WORK INSTRUCTIONS: Leave out the pictures and transcribe the rest of the records exactly.

BEGIN

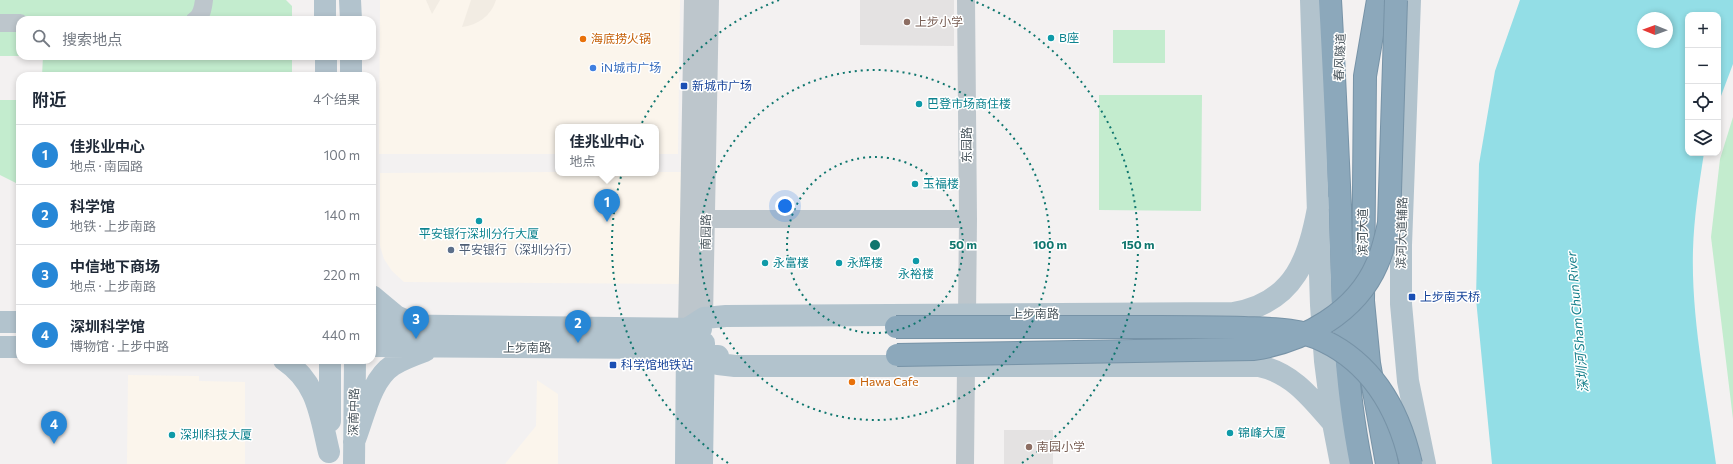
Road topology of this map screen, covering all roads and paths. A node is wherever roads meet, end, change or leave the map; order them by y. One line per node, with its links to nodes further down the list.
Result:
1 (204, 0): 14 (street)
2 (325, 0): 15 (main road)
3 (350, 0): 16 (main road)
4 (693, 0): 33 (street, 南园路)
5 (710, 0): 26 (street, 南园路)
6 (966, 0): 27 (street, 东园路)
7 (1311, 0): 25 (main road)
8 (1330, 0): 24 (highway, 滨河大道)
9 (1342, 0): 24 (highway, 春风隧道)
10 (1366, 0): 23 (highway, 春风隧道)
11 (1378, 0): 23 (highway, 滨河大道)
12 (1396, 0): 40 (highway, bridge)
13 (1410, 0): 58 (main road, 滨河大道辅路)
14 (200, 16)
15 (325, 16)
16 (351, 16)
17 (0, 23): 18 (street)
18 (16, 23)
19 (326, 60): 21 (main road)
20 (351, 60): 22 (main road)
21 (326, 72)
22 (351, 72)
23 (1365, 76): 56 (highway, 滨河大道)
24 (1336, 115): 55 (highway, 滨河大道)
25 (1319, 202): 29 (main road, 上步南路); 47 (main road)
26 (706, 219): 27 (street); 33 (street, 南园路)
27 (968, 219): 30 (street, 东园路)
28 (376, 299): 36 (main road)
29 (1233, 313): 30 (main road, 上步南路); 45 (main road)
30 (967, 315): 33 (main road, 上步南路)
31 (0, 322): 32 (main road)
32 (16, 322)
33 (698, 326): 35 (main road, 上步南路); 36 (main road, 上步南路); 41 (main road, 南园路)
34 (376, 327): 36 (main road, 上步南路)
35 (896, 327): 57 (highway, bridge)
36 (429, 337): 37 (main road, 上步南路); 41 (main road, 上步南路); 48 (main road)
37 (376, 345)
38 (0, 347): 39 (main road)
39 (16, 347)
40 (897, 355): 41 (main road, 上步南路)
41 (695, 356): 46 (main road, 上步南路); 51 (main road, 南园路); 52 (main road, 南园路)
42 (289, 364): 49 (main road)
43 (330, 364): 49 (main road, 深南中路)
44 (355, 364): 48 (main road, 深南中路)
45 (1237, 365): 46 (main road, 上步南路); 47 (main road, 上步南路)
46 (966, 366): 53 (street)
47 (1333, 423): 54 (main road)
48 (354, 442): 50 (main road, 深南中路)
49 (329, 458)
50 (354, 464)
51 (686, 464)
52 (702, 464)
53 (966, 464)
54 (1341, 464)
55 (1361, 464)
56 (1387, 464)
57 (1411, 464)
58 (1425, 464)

END

PROBLEM SOLUTION:
Road topology of this map screen, covering all roads and paths. A node is wherever roads meet, end, change or leave the map; order them by y. One line per node, with its links to nodes further down the list.
Result:
1 (204, 0): 14 (street)
2 (325, 0): 15 (main road)
3 (350, 0): 16 (main road)
4 (693, 0): 33 (street, 南园路)
5 (710, 0): 26 (street, 南园路)
6 (966, 0): 27 (street, 东园路)
7 (1311, 0): 25 (main road)
8 (1330, 0): 24 (highway, 滨河大道)
9 (1342, 0): 24 (highway, 春风隧道)
10 (1366, 0): 23 (highway, 春风隧道)
11 (1378, 0): 23 (highway, 滨河大道)
12 (1396, 0): 40 (highway, bridge)
13 (1410, 0): 58 (main road, 滨河大道辅路)
14 (200, 16)
15 (325, 16)
16 (351, 16)
17 (0, 23): 18 (street)
18 (16, 23)
19 (326, 60): 21 (main road)
20 (351, 60): 22 (main road)
21 (326, 72)
22 (351, 72)
23 (1365, 76): 56 (highway, 滨河大道)
24 (1336, 115): 55 (highway, 滨河大道)
25 (1319, 202): 29 (main road, 上步南路); 47 (main road)
26 (706, 219): 27 (street); 33 (street, 南园路)
27 (968, 219): 30 (street, 东园路)
28 (376, 299): 36 (main road)
29 (1233, 313): 30 (main road, 上步南路); 45 (main road)
30 (967, 315): 33 (main road, 上步南路)
31 (0, 322): 32 (main road)
32 (16, 322)
33 (698, 326): 35 (main road, 上步南路); 36 (main road, 上步南路); 41 (main road, 南园路)
34 (376, 327): 36 (main road, 上步南路)
35 (896, 327): 57 (highway, bridge)
36 (429, 337): 37 (main road, 上步南路); 41 (main road, 上步南路); 48 (main road)
37 (376, 345)
38 (0, 347): 39 (main road)
39 (16, 347)
40 (897, 355): 41 (main road, 上步南路)
41 (695, 356): 46 (main road, 上步南路); 51 (main road, 南园路); 52 (main road, 南园路)
42 (289, 364): 49 (main road)
43 (330, 364): 49 (main road, 深南中路)
44 (355, 364): 48 (main road, 深南中路)
45 (1237, 365): 46 (main road, 上步南路); 47 (main road, 上步南路)
46 (966, 366): 53 (street)
47 (1333, 423): 54 (main road)
48 (354, 442): 50 (main road, 深南中路)
49 (329, 458)
50 (354, 464)
51 (686, 464)
52 (702, 464)
53 (966, 464)
54 (1341, 464)
55 (1361, 464)
56 (1387, 464)
57 (1411, 464)
58 (1425, 464)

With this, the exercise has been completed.